● Exercise instructions
Every word of the data must be reproduced in your reply exactly.

[Saved data entries]
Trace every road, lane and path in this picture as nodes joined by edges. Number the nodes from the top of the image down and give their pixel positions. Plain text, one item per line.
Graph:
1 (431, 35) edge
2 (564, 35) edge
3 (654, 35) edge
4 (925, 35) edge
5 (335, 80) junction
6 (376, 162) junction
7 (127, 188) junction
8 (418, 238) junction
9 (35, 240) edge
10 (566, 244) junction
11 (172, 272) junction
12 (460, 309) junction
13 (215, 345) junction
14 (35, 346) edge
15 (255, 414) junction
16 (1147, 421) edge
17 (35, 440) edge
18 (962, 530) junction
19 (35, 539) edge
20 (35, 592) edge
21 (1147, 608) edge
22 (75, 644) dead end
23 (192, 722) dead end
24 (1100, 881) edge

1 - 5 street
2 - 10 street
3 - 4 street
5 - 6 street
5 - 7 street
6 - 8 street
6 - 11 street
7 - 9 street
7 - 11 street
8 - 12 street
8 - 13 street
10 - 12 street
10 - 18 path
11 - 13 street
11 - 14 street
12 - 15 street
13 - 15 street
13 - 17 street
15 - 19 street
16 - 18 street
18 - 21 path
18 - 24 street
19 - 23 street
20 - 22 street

● Written answer
Trace every road, lane and path in this picture as nodes joined by edges. Number the nodes from the top of the image down and give their pixel positions. Plain text, one item per line.
Graph:
1 (431, 35) edge
2 (564, 35) edge
3 (654, 35) edge
4 (925, 35) edge
5 (335, 80) junction
6 (376, 162) junction
7 (127, 188) junction
8 (418, 238) junction
9 (35, 240) edge
10 (566, 244) junction
11 (172, 272) junction
12 (460, 309) junction
13 (215, 345) junction
14 (35, 346) edge
15 (255, 414) junction
16 (1147, 421) edge
17 (35, 440) edge
18 (962, 530) junction
19 (35, 539) edge
20 (35, 592) edge
21 (1147, 608) edge
22 (75, 644) dead end
23 (192, 722) dead end
24 (1100, 881) edge

1 - 5 street
2 - 10 street
3 - 4 street
5 - 6 street
5 - 7 street
6 - 8 street
6 - 11 street
7 - 9 street
7 - 11 street
8 - 12 street
8 - 13 street
10 - 12 street
10 - 18 path
11 - 13 street
11 - 14 street
12 - 15 street
13 - 15 street
13 - 17 street
15 - 19 street
16 - 18 street
18 - 21 path
18 - 24 street
19 - 23 street
20 - 22 street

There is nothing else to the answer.